WHAT IS NEEDED: Print out each entry below exactly; do not carry over any image.
--- MATERIALS PROVIDED ---
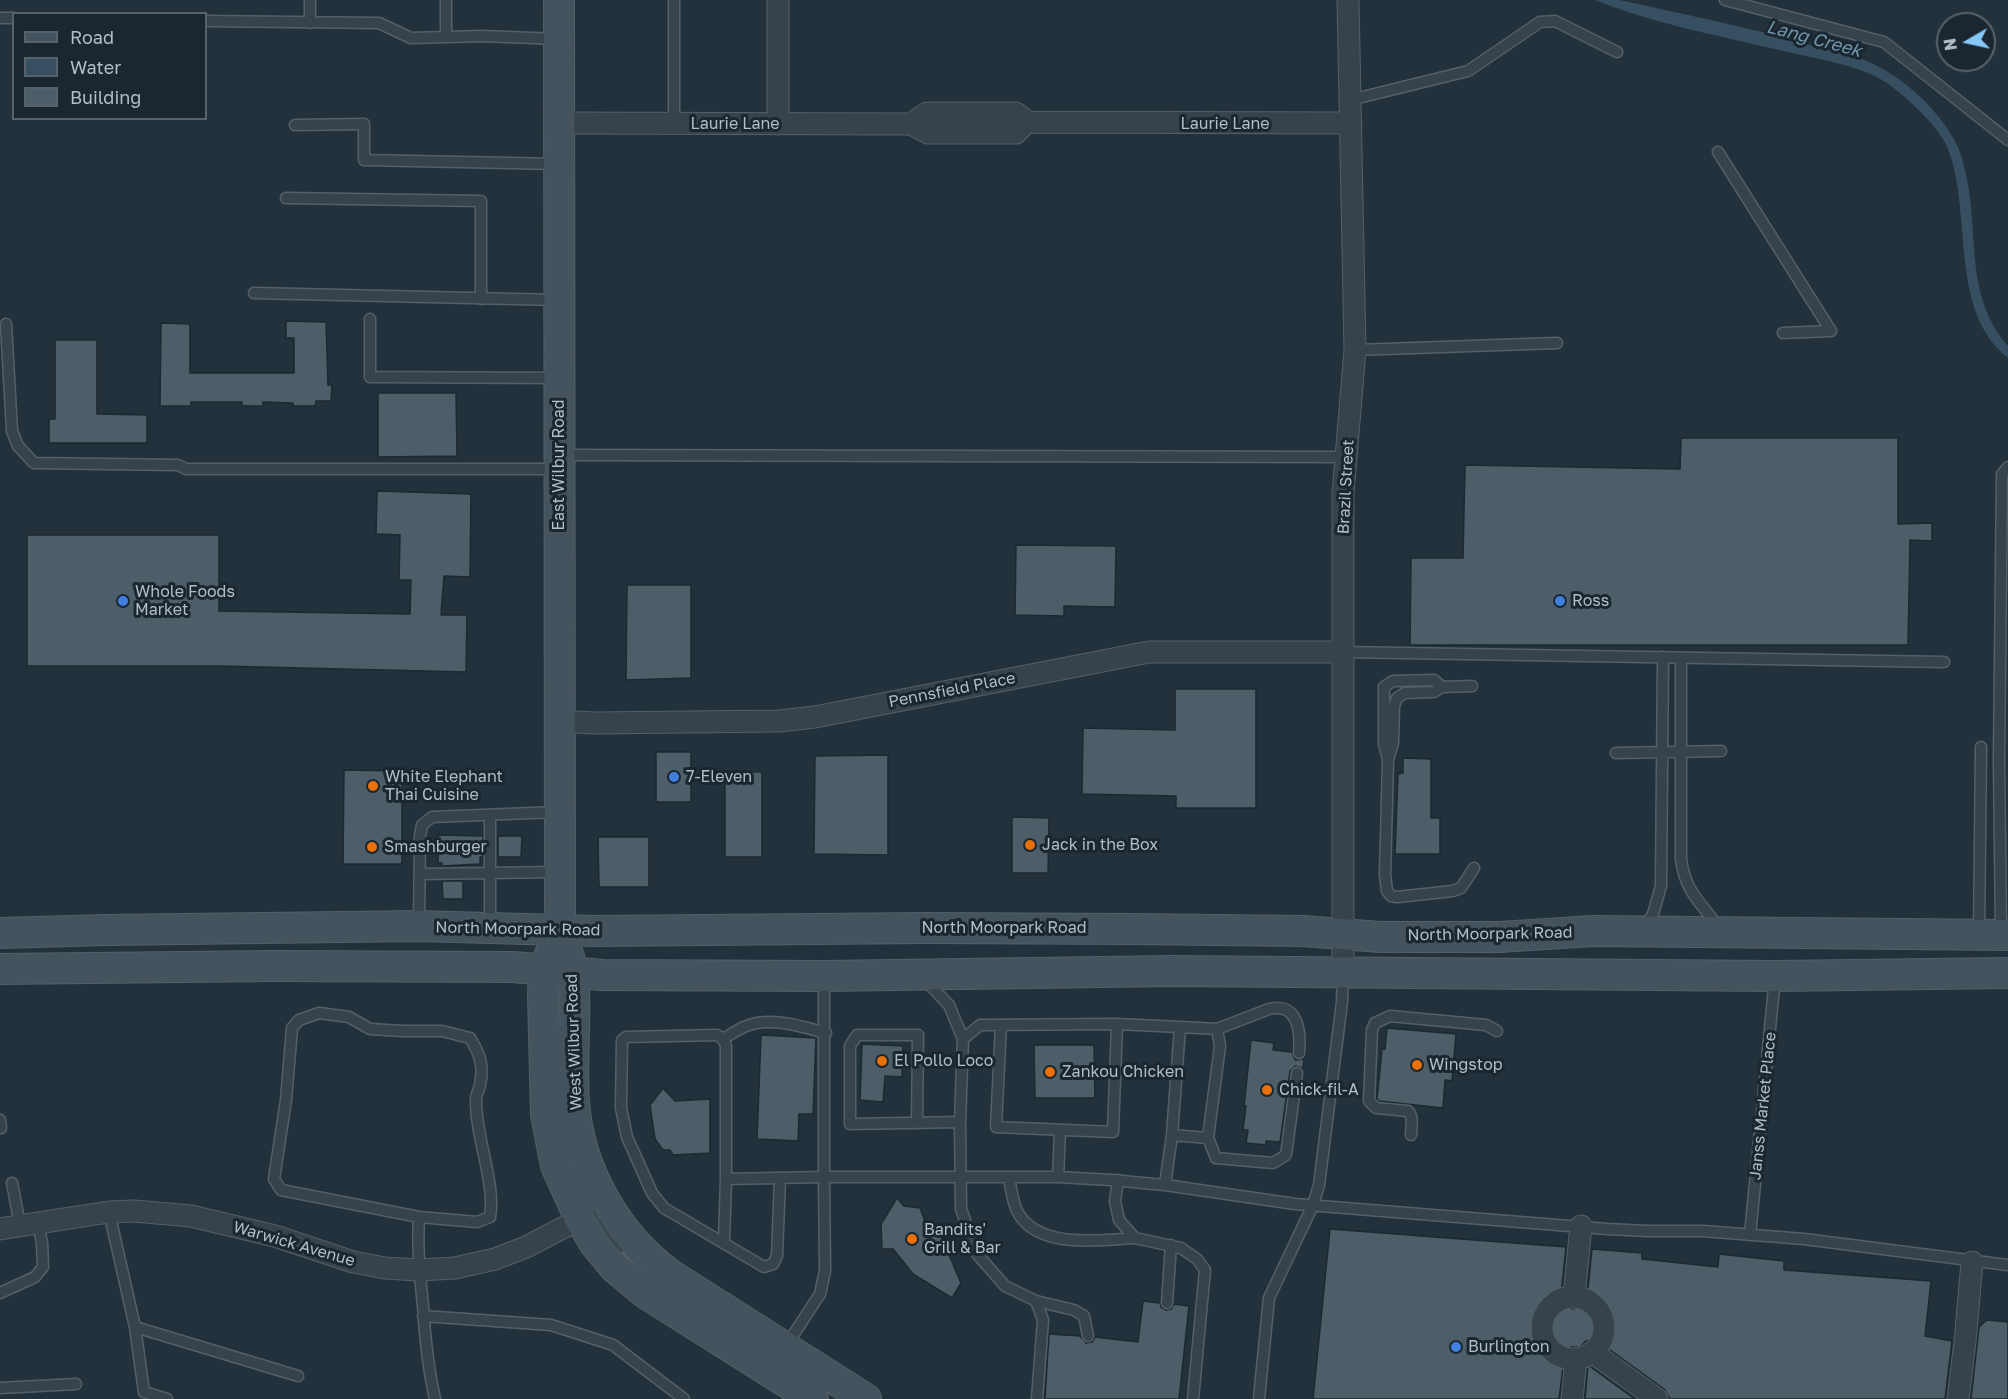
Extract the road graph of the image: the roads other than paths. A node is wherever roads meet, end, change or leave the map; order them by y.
1 (310, 0) edge
2 (446, 0) edge
3 (559, 0) edge
4 (674, 0) edge
5 (778, 0) edge
6 (1348, 0) edge
7 (1725, 0) edge
8 (207, 21) edge
9 (310, 22) junction
10 (446, 37) junction
11 (559, 39) junction
12 (1617, 52) dead end
13 (1350, 100) junction
14 (558, 123) junction
15 (1351, 123) junction
16 (674, 124) junction
17 (778, 124) junction
18 (295, 125) dead end
19 (2008, 140) edge
20 (1718, 152) dead end
21 (559, 164) junction
22 (286, 198) dead end
23 (254, 293) dead end
24 (481, 298) junction
25 (559, 300) junction
26 (370, 319) dead end
27 (6, 324) dead end
28 (1783, 333) dead end
29 (1557, 343) dead end
30 (1355, 350) junction
31 (559, 378) junction
32 (1346, 457) junction
33 (559, 462) junction
34 (2008, 467) edge
35 (1343, 652) junction
36 (1663, 657) junction
37 (1682, 658) junction
38 (1944, 662) dead end
39 (1472, 686) dead end
40 (1442, 687) junction
41 (560, 721) junction
42 (1982, 747) dead end
43 (1721, 751) dead end
44 (1662, 752) junction
45 (1682, 752) junction
46 (1616, 753) dead end
47 (1388, 760) junction
48 (560, 812) junction
49 (490, 815) junction
50 (1474, 868) dead end
51 (560, 872) junction
52 (490, 873) junction
53 (420, 874) junction
54 (419, 926) junction
55 (490, 928) junction
56 (561, 930) junction
57 (1642, 932) junction
58 (1722, 932) junction
59 (0, 933) edge
60 (1344, 934) junction
61 (1996, 934) edge
62 (0, 969) edge
63 (559, 970) junction
64 (918, 973) junction
65 (2008, 973) edge
66 (1343, 974) junction
67 (824, 975) junction
68 (1775, 976) junction
69 (1117, 1024) junction
70 (1001, 1025) junction
71 (1180, 1027) junction
72 (1217, 1029) junction
73 (1497, 1031) dead end
74 (826, 1032) junction
75 (723, 1039) junction
76 (963, 1039) junction
77 (1299, 1053) dead end
78 (1297, 1072) dead end
79 (960, 1122) junction
80 (917, 1123) junction
81 (1060, 1130) junction
82 (1172, 1135) junction
83 (1411, 1135) dead end
84 (1208, 1138) junction
85 (824, 1177) junction
86 (1058, 1177) junction
87 (780, 1178) junction
88 (1010, 1178) junction
89 (726, 1179) junction
90 (960, 1179) junction
91 (1118, 1180) junction
92 (12, 1183) dead end
93 (1165, 1185) junction
94 (1313, 1205) junction
95 (109, 1212) junction
96 (419, 1217) junction
97 (580, 1219) junction
98 (20, 1226) edge
99 (1581, 1226) junction
100 (1750, 1235) junction
101 (1135, 1238) junction
102 (724, 1242) junction
103 (1171, 1245) junction
104 (652, 1261) junction
105 (1972, 1262) junction
106 (2008, 1265) edge
107 (418, 1270) junction
108 (0, 1293) edge
109 (1574, 1296) junction
110 (1036, 1301) junction
111 (1167, 1303) dead end
112 (423, 1316) junction
113 (135, 1327) junction
114 (1088, 1336) dead end
115 (1584, 1355) junction
116 (777, 1359) junction
117 (298, 1376) dead end
118 (76, 1384) dead end
119 (0, 1388) edge
120 (167, 1399) edge
121 (435, 1399) edge
122 (684, 1399) edge
123 (813, 1399) edge
124 (866, 1399) edge
125 (1037, 1399) edge
126 (1193, 1399) edge
127 (1259, 1399) edge
128 (1572, 1399) edge
129 (1657, 1399) edge
130 (1958, 1399) edge

1 - 9 lane
2 - 10 lane
3 - 11 main road, East Wilbur Road
4 - 16 lane
5 - 17 street
6 - 13 street, Brazil Street
7 - 19 lane
8 - 9 lane
9 - 10 lane
10 - 11 lane
11 - 14 main road, East Wilbur Road
12 - 13 lane
13 - 15 street, Brazil Street
14 - 16 street, Laurie Lane
14 - 21 main road, East Wilbur Road
15 - 17 street, Laurie Lane
15 - 30 street, Brazil Street
16 - 17 street, Laurie Lane
18 - 21 lane
20 - 28 lane
21 - 25 main road, East Wilbur Road
22 - 24 lane
23 - 24 lane
24 - 25 lane
25 - 31 main road, East Wilbur Road
26 - 31 lane
27 - 33 lane
29 - 30 lane
30 - 32 street, Brazil Street
31 - 33 main road, East Wilbur Road
32 - 33 lane
32 - 35 street, Brazil Street
33 - 41 main road, East Wilbur Road
34 - 61 lane
35 - 36 lane
35 - 41 street, Pennsfield Place
35 - 60 street, Brazil Street
36 - 37 lane
36 - 44 lane
37 - 38 lane
37 - 45 lane
39 - 40 lane
40 - 47 lane
40 - 47 lane
41 - 48 main road, East Wilbur Road
42 - 61 lane
43 - 45 lane
44 - 45 lane
44 - 46 lane
44 - 57 lane
45 - 58 lane
47 - 50 lane
48 - 49 lane
48 - 51 main road, East Wilbur Road
49 - 52 lane
49 - 53 lane
51 - 52 lane
51 - 56 main road, East Wilbur Road
52 - 53 lane
52 - 55 lane
53 - 54 lane
54 - 55 main road, North Moorpark Road
54 - 59 main road, North Moorpark Road
55 - 56 main road, North Moorpark Road
56 - 60 main road, North Moorpark Road
56 - 63 main road, West Wilbur Road
57 - 58 main road, North Moorpark Road
57 - 60 main road, North Moorpark Road
58 - 61 main road, North Moorpark Road
60 - 66 street, Brazil Street
62 - 63 main road
63 - 67 main road
63 - 97 main road, West Wilbur Road
63 - 104 main road, West Wilbur Road
64 - 66 main road
64 - 67 main road
64 - 76 lane
65 - 68 main road
66 - 68 main road
66 - 94 lane
67 - 74 lane
68 - 100 lane, Janss Market Place
69 - 70 lane
69 - 71 lane
69 - 81 lane
70 - 76 lane
70 - 81 lane
71 - 72 lane
71 - 82 lane
72 - 77 lane
72 - 84 lane
73 - 83 lane
74 - 75 lane
74 - 85 lane
75 - 89 lane
75 - 102 lane
76 - 79 lane
78 - 84 lane
79 - 80 lane
79 - 90 lane
80 - 80 lane
81 - 86 lane
82 - 84 lane
82 - 93 lane
85 - 87 lane
85 - 90 lane
85 - 116 lane
86 - 88 lane
86 - 91 lane
87 - 89 lane
87 - 102 lane
88 - 90 lane
88 - 101 lane
89 - 102 lane
90 - 110 lane
91 - 93 lane
91 - 101 lane
92 - 98 lane
93 - 94 lane
94 - 99 lane
94 - 127 lane
95 - 98 street, Warwick Avenue
95 - 107 street, Warwick Avenue
95 - 113 lane
96 - 96 lane
96 - 107 lane
97 - 104 street
97 - 107 street, Warwick Avenue
97 - 116 main road, West Wilbur Road
98 - 108 lane
99 - 100 lane
99 - 109 street
100 - 105 lane
101 - 103 lane
103 - 111 lane
103 - 126 lane
104 - 116 main road, West Wilbur Road
105 - 106 lane
105 - 130 street
107 - 112 lane
109 - 115 street
109 - 115 street
110 - 114 lane
110 - 125 lane
112 - 121 lane
112 - 122 lane
113 - 117 lane
113 - 120 lane
115 - 128 street
115 - 129 street
116 - 123 main road, West Wilbur Road
116 - 124 main road, West Wilbur Road
118 - 119 lane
---
RESULT FOR THIS TASK:
Extract the road graph of the image: the roads other than paths. A node is wherever roads meet, end, change or leave the map; order them by y.
1 (310, 0) edge
2 (446, 0) edge
3 (559, 0) edge
4 (674, 0) edge
5 (778, 0) edge
6 (1348, 0) edge
7 (1725, 0) edge
8 (207, 21) edge
9 (310, 22) junction
10 (446, 37) junction
11 (559, 39) junction
12 (1617, 52) dead end
13 (1350, 100) junction
14 (558, 123) junction
15 (1351, 123) junction
16 (674, 124) junction
17 (778, 124) junction
18 (295, 125) dead end
19 (2008, 140) edge
20 (1718, 152) dead end
21 (559, 164) junction
22 (286, 198) dead end
23 (254, 293) dead end
24 (481, 298) junction
25 (559, 300) junction
26 (370, 319) dead end
27 (6, 324) dead end
28 (1783, 333) dead end
29 (1557, 343) dead end
30 (1355, 350) junction
31 (559, 378) junction
32 (1346, 457) junction
33 (559, 462) junction
34 (2008, 467) edge
35 (1343, 652) junction
36 (1663, 657) junction
37 (1682, 658) junction
38 (1944, 662) dead end
39 (1472, 686) dead end
40 (1442, 687) junction
41 (560, 721) junction
42 (1982, 747) dead end
43 (1721, 751) dead end
44 (1662, 752) junction
45 (1682, 752) junction
46 (1616, 753) dead end
47 (1388, 760) junction
48 (560, 812) junction
49 (490, 815) junction
50 (1474, 868) dead end
51 (560, 872) junction
52 (490, 873) junction
53 (420, 874) junction
54 (419, 926) junction
55 (490, 928) junction
56 (561, 930) junction
57 (1642, 932) junction
58 (1722, 932) junction
59 (0, 933) edge
60 (1344, 934) junction
61 (1996, 934) edge
62 (0, 969) edge
63 (559, 970) junction
64 (918, 973) junction
65 (2008, 973) edge
66 (1343, 974) junction
67 (824, 975) junction
68 (1775, 976) junction
69 (1117, 1024) junction
70 (1001, 1025) junction
71 (1180, 1027) junction
72 (1217, 1029) junction
73 (1497, 1031) dead end
74 (826, 1032) junction
75 (723, 1039) junction
76 (963, 1039) junction
77 (1299, 1053) dead end
78 (1297, 1072) dead end
79 (960, 1122) junction
80 (917, 1123) junction
81 (1060, 1130) junction
82 (1172, 1135) junction
83 (1411, 1135) dead end
84 (1208, 1138) junction
85 (824, 1177) junction
86 (1058, 1177) junction
87 (780, 1178) junction
88 (1010, 1178) junction
89 (726, 1179) junction
90 (960, 1179) junction
91 (1118, 1180) junction
92 (12, 1183) dead end
93 (1165, 1185) junction
94 (1313, 1205) junction
95 (109, 1212) junction
96 (419, 1217) junction
97 (580, 1219) junction
98 (20, 1226) edge
99 (1581, 1226) junction
100 (1750, 1235) junction
101 (1135, 1238) junction
102 (724, 1242) junction
103 (1171, 1245) junction
104 (652, 1261) junction
105 (1972, 1262) junction
106 (2008, 1265) edge
107 (418, 1270) junction
108 (0, 1293) edge
109 (1574, 1296) junction
110 (1036, 1301) junction
111 (1167, 1303) dead end
112 (423, 1316) junction
113 (135, 1327) junction
114 (1088, 1336) dead end
115 (1584, 1355) junction
116 (777, 1359) junction
117 (298, 1376) dead end
118 (76, 1384) dead end
119 (0, 1388) edge
120 (167, 1399) edge
121 (435, 1399) edge
122 (684, 1399) edge
123 (813, 1399) edge
124 (866, 1399) edge
125 (1037, 1399) edge
126 (1193, 1399) edge
127 (1259, 1399) edge
128 (1572, 1399) edge
129 (1657, 1399) edge
130 (1958, 1399) edge

1 - 9 lane
2 - 10 lane
3 - 11 main road, East Wilbur Road
4 - 16 lane
5 - 17 street
6 - 13 street, Brazil Street
7 - 19 lane
8 - 9 lane
9 - 10 lane
10 - 11 lane
11 - 14 main road, East Wilbur Road
12 - 13 lane
13 - 15 street, Brazil Street
14 - 16 street, Laurie Lane
14 - 21 main road, East Wilbur Road
15 - 17 street, Laurie Lane
15 - 30 street, Brazil Street
16 - 17 street, Laurie Lane
18 - 21 lane
20 - 28 lane
21 - 25 main road, East Wilbur Road
22 - 24 lane
23 - 24 lane
24 - 25 lane
25 - 31 main road, East Wilbur Road
26 - 31 lane
27 - 33 lane
29 - 30 lane
30 - 32 street, Brazil Street
31 - 33 main road, East Wilbur Road
32 - 33 lane
32 - 35 street, Brazil Street
33 - 41 main road, East Wilbur Road
34 - 61 lane
35 - 36 lane
35 - 41 street, Pennsfield Place
35 - 60 street, Brazil Street
36 - 37 lane
36 - 44 lane
37 - 38 lane
37 - 45 lane
39 - 40 lane
40 - 47 lane
40 - 47 lane
41 - 48 main road, East Wilbur Road
42 - 61 lane
43 - 45 lane
44 - 45 lane
44 - 46 lane
44 - 57 lane
45 - 58 lane
47 - 50 lane
48 - 49 lane
48 - 51 main road, East Wilbur Road
49 - 52 lane
49 - 53 lane
51 - 52 lane
51 - 56 main road, East Wilbur Road
52 - 53 lane
52 - 55 lane
53 - 54 lane
54 - 55 main road, North Moorpark Road
54 - 59 main road, North Moorpark Road
55 - 56 main road, North Moorpark Road
56 - 60 main road, North Moorpark Road
56 - 63 main road, West Wilbur Road
57 - 58 main road, North Moorpark Road
57 - 60 main road, North Moorpark Road
58 - 61 main road, North Moorpark Road
60 - 66 street, Brazil Street
62 - 63 main road
63 - 67 main road
63 - 97 main road, West Wilbur Road
63 - 104 main road, West Wilbur Road
64 - 66 main road
64 - 67 main road
64 - 76 lane
65 - 68 main road
66 - 68 main road
66 - 94 lane
67 - 74 lane
68 - 100 lane, Janss Market Place
69 - 70 lane
69 - 71 lane
69 - 81 lane
70 - 76 lane
70 - 81 lane
71 - 72 lane
71 - 82 lane
72 - 77 lane
72 - 84 lane
73 - 83 lane
74 - 75 lane
74 - 85 lane
75 - 89 lane
75 - 102 lane
76 - 79 lane
78 - 84 lane
79 - 80 lane
79 - 90 lane
80 - 80 lane
81 - 86 lane
82 - 84 lane
82 - 93 lane
85 - 87 lane
85 - 90 lane
85 - 116 lane
86 - 88 lane
86 - 91 lane
87 - 89 lane
87 - 102 lane
88 - 90 lane
88 - 101 lane
89 - 102 lane
90 - 110 lane
91 - 93 lane
91 - 101 lane
92 - 98 lane
93 - 94 lane
94 - 99 lane
94 - 127 lane
95 - 98 street, Warwick Avenue
95 - 107 street, Warwick Avenue
95 - 113 lane
96 - 96 lane
96 - 107 lane
97 - 104 street
97 - 107 street, Warwick Avenue
97 - 116 main road, West Wilbur Road
98 - 108 lane
99 - 100 lane
99 - 109 street
100 - 105 lane
101 - 103 lane
103 - 111 lane
103 - 126 lane
104 - 116 main road, West Wilbur Road
105 - 106 lane
105 - 130 street
107 - 112 lane
109 - 115 street
109 - 115 street
110 - 114 lane
110 - 125 lane
112 - 121 lane
112 - 122 lane
113 - 117 lane
113 - 120 lane
115 - 128 street
115 - 129 street
116 - 123 main road, West Wilbur Road
116 - 124 main road, West Wilbur Road
118 - 119 lane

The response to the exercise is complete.